Malaysia is tightening oversight of U.S.-origin AI chips as concerns grow that advanced hardware could be routed through third countries and end up in China.
The Malaysian Ministry of Investment, Trade and Industry announced new restrictions on Monday that apply to exporting or transshipping U.S. AI chips from Malaysia. The rule is effective immediately and requires individuals and companies to notify Malaysian authorities at least 30 days in advance.
What Malaysia is requiring now
The new requirement does not ban exports or transshipments outright. Instead, it adds a formal notification step before U.S.-origin AI chips can move out of Malaysia.
That matters because transshipment can make supply chains harder to track. A chip may be made or sold under one country’s controls, pass through another market, and then move onward. Malaysia’s new process gives authorities more visibility before that movement happens.

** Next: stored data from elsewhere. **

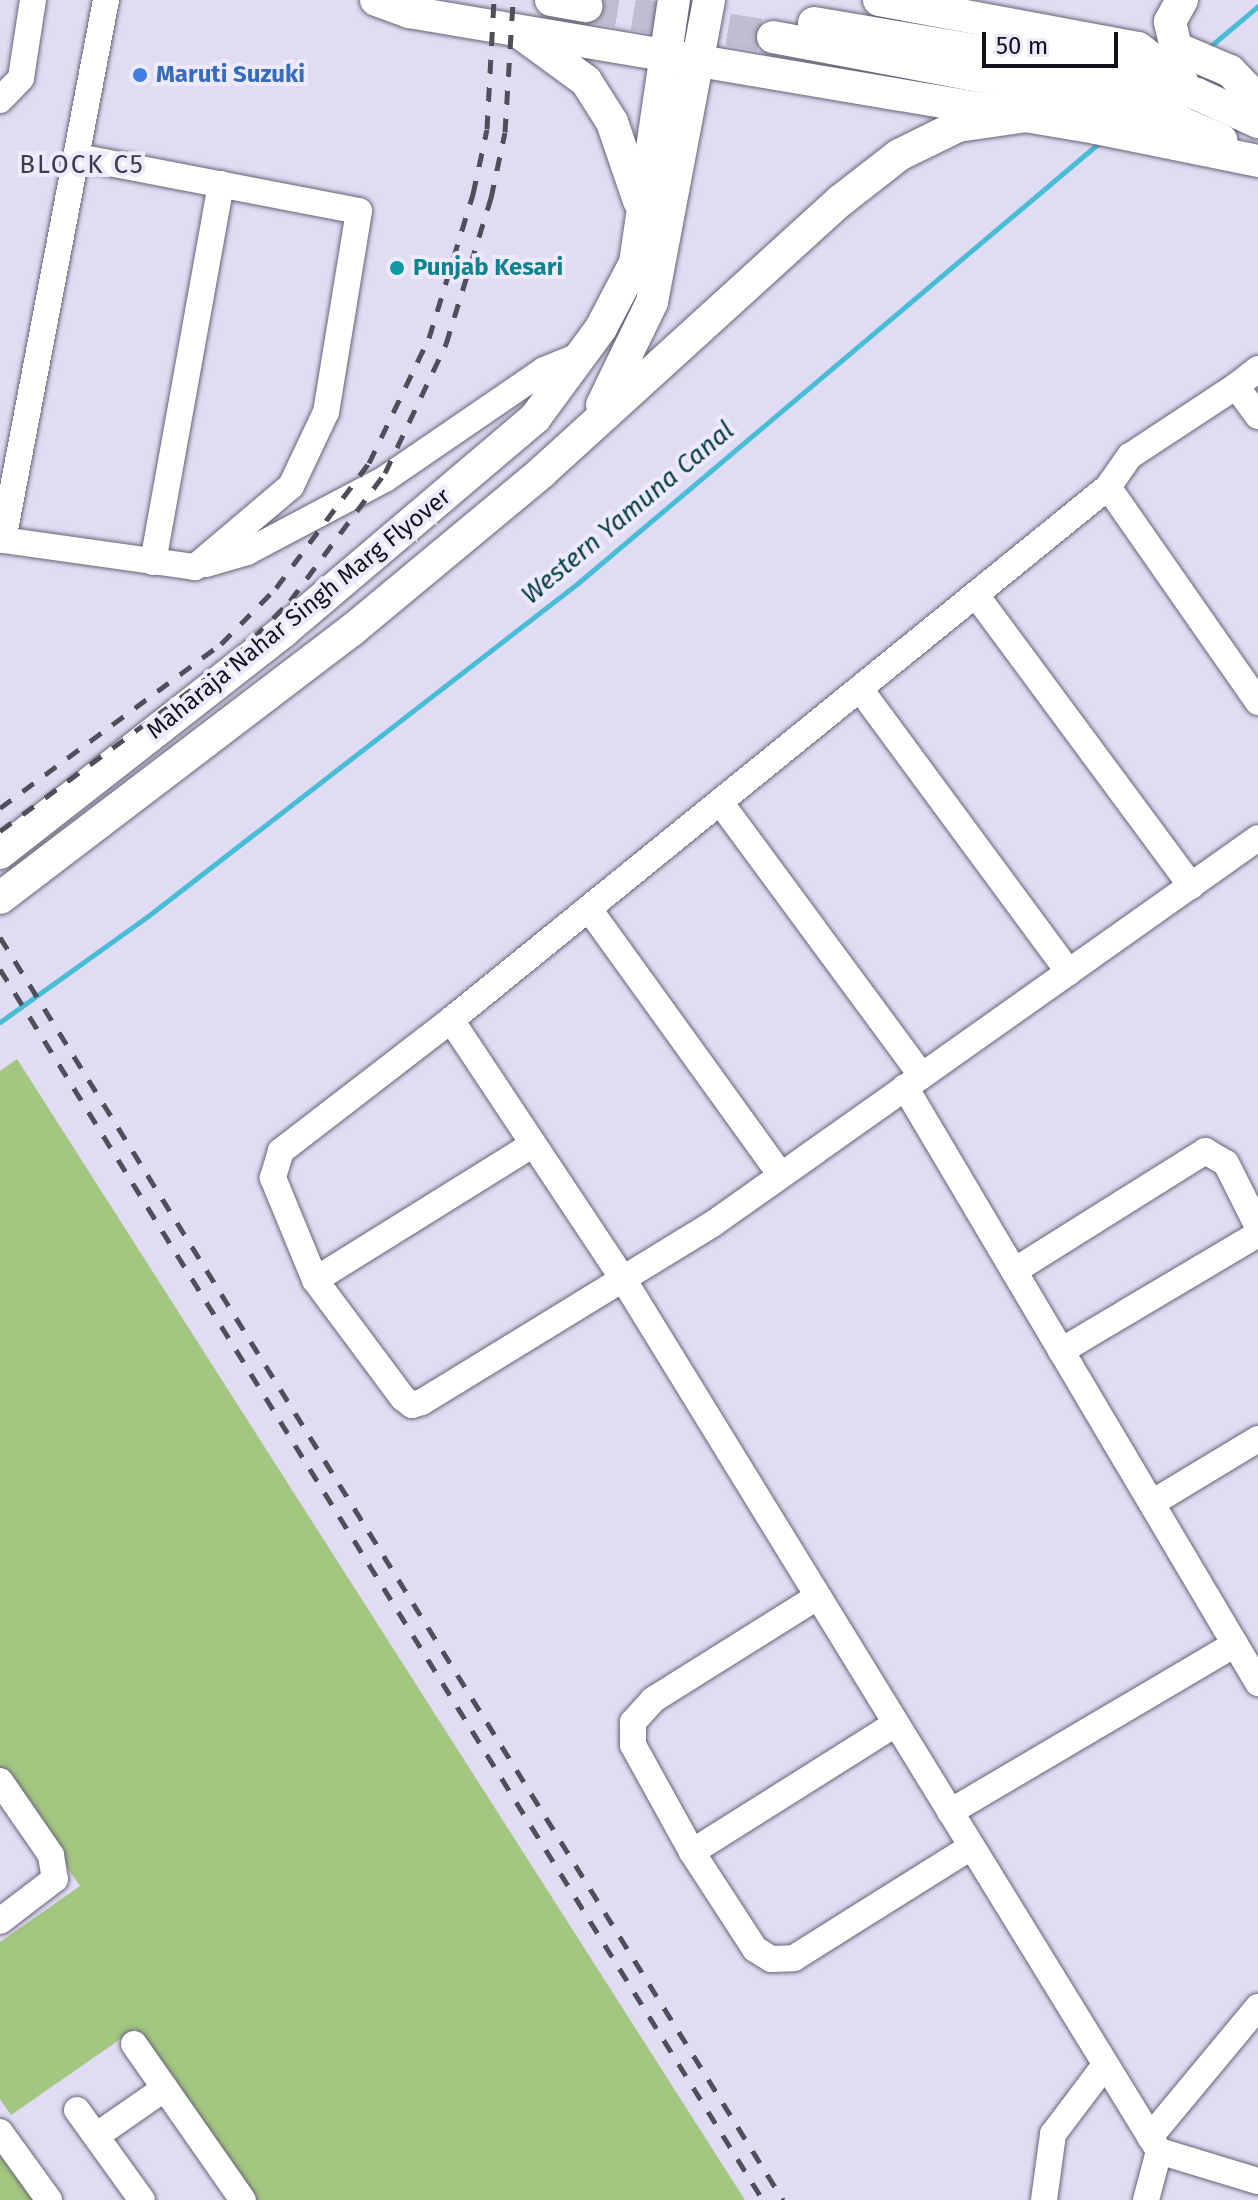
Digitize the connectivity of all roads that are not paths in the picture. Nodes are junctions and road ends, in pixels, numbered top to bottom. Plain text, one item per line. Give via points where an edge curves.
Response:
1 (33, 0) edge
2 (106, 0) edge
3 (376, 0) edge
4 (551, 0) edge
5 (674, 0) edge
6 (709, 0) edge
7 (879, 0) edge
8 (1182, 0) edge
9 (586, 6) dead end
10 (514, 29) junction
11 (665, 55) junction
12 (698, 60) junction
13 (1159, 64) junction
14 (0, 100) edge
15 (1258, 100) edge
16 (1027, 116) junction
17 (1258, 122) edge
18 (1165, 129) junction
19 (78, 157) junction
20 (1258, 159) edge
21 (221, 184) junction
22 (644, 219) junction
23 (578, 356) junction
24 (1258, 369) edge
25 (1236, 386) junction
26 (1258, 416) edge
27 (591, 425) junction
28 (1108, 487) junction
29 (153, 562) junction
30 (195, 567) junction
31 (976, 595) junction
32 (860, 689) junction
33 (1258, 702) edge
34 (720, 802) junction
35 (1258, 838) edge
36 (0, 853) edge
37 (1191, 886) junction
38 (0, 898) edge
39 (589, 909) junction
40 (1069, 972) junction
41 (451, 1020) junction
42 (914, 1082) junction
43 (532, 1145) junction
44 (781, 1175) junction
45 (1258, 1227) edge
46 (1258, 1234) edge
47 (1014, 1271) junction
48 (315, 1280) junction
49 (625, 1282) junction
50 (1061, 1351) junction
51 (1258, 1439) edge
52 (1152, 1503) junction
53 (817, 1597) junction
54 (1249, 1660) edge
55 (895, 1724) junction
56 (0, 1781) edge
57 (950, 1812) junction
58 (971, 1847) junction
59 (692, 1852) junction
60 (0, 1921) edge
61 (1258, 2007) edge
62 (134, 2044) dead end
63 (1105, 2065) junction
64 (165, 2088) junction
65 (77, 2110) dead end
66 (0, 2132) edge
67 (96, 2136) junction
68 (1154, 2144) junction
69 (1258, 2181) edge
70 (49, 2200) edge
71 (142, 2200) edge
72 (243, 2200) edge
73 (1044, 2200) edge
74 (1146, 2200) edge

1 - 14 street via 21,78
2 - 19 street
3 - 10 main road via 409,12
4 - 9 main road
5 - 11 main road, Maharaja Nahar Singh Marg Flyover
6 - 12 main road
7 - 13 main road via 1138,48
8 - 13 main road
10 - 11 main road
10 - 22 main road via 586,81 612,122
11 - 12 main road
11 - 22 main road, Maharaja Nahar Singh Marg Flyover
12 - 16 main road
12 - 27 main road via 652,302 624,369
13 - 15 main road via 1230,71
13 - 17 main road via 1197,94
13 - 18 main road via 776,27 1113,101
16 - 18 main road via 1096,128
16 - 27 main road via 958,126 899,155 840,201
18 - 20 main road
19 - 21 street
19 - 29 street via 3,540
21 - 29 street
21 - 30 street via 359,211 326,412 291,486
22 - 23 main road, Maharaja Nahar Singh Marg Flyover via 635,263 601,328
23 - 30 street via 544,370 385,479 247,552
23 - 36 main road, Maharaja Nahar Singh Marg Flyover via 535,418 285,630
24 - 25 street
25 - 26 street
25 - 28 street via 1130,456
27 - 38 main road, Maharaja Nahar Singh Marg Flyover via 352,630
28 - 31 street
28 - 33 street
29 - 30 street
31 - 32 street
31 - 37 street
32 - 34 street
32 - 40 street
34 - 39 street
34 - 42 street
35 - 37 street
37 - 40 street
39 - 41 street
39 - 44 street
40 - 42 street
41 - 43 street
41 - 48 street via 281,1151 273,1178
42 - 44 street
42 - 47 street
43 - 48 street
43 - 49 street
44 - 49 street
45 - 47 street via 1226,1163 1205,1151
46 - 50 street
47 - 50 street
48 - 49 street via 412,1405
49 - 53 street
50 - 52 street
51 - 52 street
52 - 54 street
53 - 55 street
53 - 59 street via 653,1700 633,1722 633,1745
54 - 57 street
55 - 57 street
55 - 59 street
56 - 60 street via 51,1855 55,1879
57 - 58 street
58 - 59 street via 794,1958 771,1959 755,1949
58 - 63 street
61 - 68 street
62 - 64 street
63 - 68 street
63 - 73 street via 1053,2134
64 - 67 street
64 - 72 street
65 - 67 street
66 - 70 street
67 - 71 street
68 - 69 street
68 - 74 street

The source article identifies three core parts of the change:
- It applies to AI chips of U.S. origin.
- It covers exporting and transshipping those chips out of Malaysia.
- It requires notification at least 30 days in advance.
The Malaysian Ministry of Investment, Trade and Industry also warned that violations could bring legal consequences.
“Malaysia stands firm against any attempt to circumvent export controls or engage in illicit trade activities by any individual or company, who will face strict legal action if found violating the STA 2010 or related laws,” the Ministry wrote in a press release.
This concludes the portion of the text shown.